• **Material supplied**
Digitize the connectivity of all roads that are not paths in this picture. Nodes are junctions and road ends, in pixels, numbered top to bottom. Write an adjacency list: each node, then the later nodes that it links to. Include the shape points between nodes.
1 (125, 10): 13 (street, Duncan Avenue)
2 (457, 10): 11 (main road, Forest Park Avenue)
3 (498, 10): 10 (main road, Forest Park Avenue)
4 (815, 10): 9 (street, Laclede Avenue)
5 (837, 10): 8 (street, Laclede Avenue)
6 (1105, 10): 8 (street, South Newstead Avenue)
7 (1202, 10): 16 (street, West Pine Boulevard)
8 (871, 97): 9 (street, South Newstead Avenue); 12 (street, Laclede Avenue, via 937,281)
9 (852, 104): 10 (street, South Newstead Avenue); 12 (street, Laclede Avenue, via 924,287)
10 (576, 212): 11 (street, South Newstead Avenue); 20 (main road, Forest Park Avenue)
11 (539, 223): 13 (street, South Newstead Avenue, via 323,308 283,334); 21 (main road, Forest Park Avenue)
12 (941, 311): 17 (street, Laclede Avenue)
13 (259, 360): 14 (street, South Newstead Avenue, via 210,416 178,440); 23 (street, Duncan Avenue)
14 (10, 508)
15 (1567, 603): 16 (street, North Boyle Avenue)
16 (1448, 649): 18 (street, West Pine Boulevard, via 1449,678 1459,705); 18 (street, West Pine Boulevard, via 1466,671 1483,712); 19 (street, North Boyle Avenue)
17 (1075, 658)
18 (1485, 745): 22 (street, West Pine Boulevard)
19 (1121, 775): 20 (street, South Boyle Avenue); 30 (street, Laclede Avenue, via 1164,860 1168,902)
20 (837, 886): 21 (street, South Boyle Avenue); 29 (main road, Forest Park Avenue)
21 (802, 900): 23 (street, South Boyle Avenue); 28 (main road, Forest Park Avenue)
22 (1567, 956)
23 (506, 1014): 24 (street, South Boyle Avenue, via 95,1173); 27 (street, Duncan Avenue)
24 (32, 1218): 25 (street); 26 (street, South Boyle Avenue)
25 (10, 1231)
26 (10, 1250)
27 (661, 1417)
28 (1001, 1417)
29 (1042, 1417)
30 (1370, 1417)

• **Your assignment**
Only lines that contain "main" are needed, so copy each of them from the data.

• **Result of this task**
2 (457, 10): 11 (main road, Forest Park Avenue)
3 (498, 10): 10 (main road, Forest Park Avenue)
10 (576, 212): 11 (street, South Newstead Avenue); 20 (main road, Forest Park Avenue)
11 (539, 223): 13 (street, South Newstead Avenue, via 323,308 283,334); 21 (main road, Forest Park Avenue)
20 (837, 886): 21 (street, South Boyle Avenue); 29 (main road, Forest Park Avenue)
21 (802, 900): 23 (street, South Boyle Avenue); 28 (main road, Forest Park Avenue)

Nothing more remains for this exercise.